§ EXERCISE
Return exactly the span of lines in the following data that opens with the line containing "['and Social Dialogue." and closes with the line containing "c.drawImage(await loadImage('img7.png'), 1010, 216, 12, 20);". Include nothing else.

*** Begin section ***

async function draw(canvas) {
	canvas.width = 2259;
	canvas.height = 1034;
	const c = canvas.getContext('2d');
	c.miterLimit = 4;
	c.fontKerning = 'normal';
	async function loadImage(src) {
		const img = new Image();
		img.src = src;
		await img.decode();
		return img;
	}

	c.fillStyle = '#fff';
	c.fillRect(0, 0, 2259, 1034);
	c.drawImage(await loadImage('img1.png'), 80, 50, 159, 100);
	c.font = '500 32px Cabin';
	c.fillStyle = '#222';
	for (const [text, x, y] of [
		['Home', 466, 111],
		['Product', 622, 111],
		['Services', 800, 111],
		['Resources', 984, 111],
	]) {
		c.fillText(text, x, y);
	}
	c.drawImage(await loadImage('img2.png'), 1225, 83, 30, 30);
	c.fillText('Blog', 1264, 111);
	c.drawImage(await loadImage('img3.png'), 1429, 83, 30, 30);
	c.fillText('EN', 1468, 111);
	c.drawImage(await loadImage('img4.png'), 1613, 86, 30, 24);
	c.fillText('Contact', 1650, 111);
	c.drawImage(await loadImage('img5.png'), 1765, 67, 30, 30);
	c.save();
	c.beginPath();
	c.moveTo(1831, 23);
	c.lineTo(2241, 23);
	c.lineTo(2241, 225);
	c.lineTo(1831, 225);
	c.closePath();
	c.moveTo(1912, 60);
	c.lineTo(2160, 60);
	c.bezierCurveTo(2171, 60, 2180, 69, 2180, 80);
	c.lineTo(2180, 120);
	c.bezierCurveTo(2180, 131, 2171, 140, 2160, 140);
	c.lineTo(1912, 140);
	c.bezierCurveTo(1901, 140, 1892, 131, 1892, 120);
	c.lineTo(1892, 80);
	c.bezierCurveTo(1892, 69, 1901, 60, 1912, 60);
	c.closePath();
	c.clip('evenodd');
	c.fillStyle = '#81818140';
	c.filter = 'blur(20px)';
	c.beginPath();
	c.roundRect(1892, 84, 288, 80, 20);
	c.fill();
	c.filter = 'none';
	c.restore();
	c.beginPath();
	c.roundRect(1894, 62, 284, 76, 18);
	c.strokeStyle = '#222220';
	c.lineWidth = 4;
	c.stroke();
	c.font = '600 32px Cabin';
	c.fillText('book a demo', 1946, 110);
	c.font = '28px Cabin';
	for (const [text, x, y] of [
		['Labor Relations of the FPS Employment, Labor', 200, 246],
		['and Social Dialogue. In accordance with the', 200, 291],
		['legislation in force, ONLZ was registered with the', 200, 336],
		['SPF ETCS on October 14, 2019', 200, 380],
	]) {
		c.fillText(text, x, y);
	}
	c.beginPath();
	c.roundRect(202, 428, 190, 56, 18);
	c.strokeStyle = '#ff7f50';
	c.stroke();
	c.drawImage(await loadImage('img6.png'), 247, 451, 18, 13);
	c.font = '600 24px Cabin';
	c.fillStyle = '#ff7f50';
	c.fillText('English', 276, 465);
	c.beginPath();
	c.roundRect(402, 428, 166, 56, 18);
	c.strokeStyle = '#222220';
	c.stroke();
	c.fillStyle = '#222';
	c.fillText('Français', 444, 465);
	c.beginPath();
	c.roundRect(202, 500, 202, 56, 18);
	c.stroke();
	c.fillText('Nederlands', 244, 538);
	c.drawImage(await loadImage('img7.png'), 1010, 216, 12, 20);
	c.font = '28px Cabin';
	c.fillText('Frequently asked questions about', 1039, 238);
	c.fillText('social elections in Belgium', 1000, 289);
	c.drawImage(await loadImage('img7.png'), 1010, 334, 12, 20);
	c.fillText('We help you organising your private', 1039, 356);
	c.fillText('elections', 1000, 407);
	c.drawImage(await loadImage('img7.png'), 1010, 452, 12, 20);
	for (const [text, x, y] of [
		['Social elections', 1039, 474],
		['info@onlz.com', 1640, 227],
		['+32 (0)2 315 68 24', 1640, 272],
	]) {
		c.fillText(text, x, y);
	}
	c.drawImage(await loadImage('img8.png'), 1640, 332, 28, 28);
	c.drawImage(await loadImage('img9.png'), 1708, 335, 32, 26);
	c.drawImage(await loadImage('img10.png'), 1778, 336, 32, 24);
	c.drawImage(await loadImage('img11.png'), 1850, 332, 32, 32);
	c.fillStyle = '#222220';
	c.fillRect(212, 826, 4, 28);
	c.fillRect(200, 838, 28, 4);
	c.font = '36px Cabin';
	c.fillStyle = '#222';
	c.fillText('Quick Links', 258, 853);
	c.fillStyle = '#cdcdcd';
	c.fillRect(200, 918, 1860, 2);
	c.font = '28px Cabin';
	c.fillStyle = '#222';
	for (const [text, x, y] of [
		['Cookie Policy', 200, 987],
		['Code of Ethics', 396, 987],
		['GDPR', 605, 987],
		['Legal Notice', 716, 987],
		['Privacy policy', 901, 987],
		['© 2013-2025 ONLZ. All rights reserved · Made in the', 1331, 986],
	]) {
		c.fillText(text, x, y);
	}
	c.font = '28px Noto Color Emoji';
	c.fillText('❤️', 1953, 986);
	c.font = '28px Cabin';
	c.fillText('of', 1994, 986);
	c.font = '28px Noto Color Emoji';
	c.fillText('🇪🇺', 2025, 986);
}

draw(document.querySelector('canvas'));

*** End section ***

§ YOUR RESPONSE
		['and Social Dialogue. In accordance with the', 200, 291],
		['legislation in force, ONLZ was registered with the', 200, 336],
		['SPF ETCS on October 14, 2019', 200, 380],
	]) {
		c.fillText(text, x, y);
	}
	c.beginPath();
	c.roundRect(202, 428, 190, 56, 18);
	c.strokeStyle = '#ff7f50';
	c.stroke();
	c.drawImage(await loadImage('img6.png'), 247, 451, 18, 13);
	c.font = '600 24px Cabin';
	c.fillStyle = '#ff7f50';
	c.fillText('English', 276, 465);
	c.beginPath();
	c.roundRect(402, 428, 166, 56, 18);
	c.strokeStyle = '#222220';
	c.stroke();
	c.fillStyle = '#222';
	c.fillText('Français', 444, 465);
	c.beginPath();
	c.roundRect(202, 500, 202, 56, 18);
	c.stroke();
	c.fillText('Nederlands', 244, 538);
	c.drawImage(await loadImage('img7.png'), 1010, 216, 12, 20);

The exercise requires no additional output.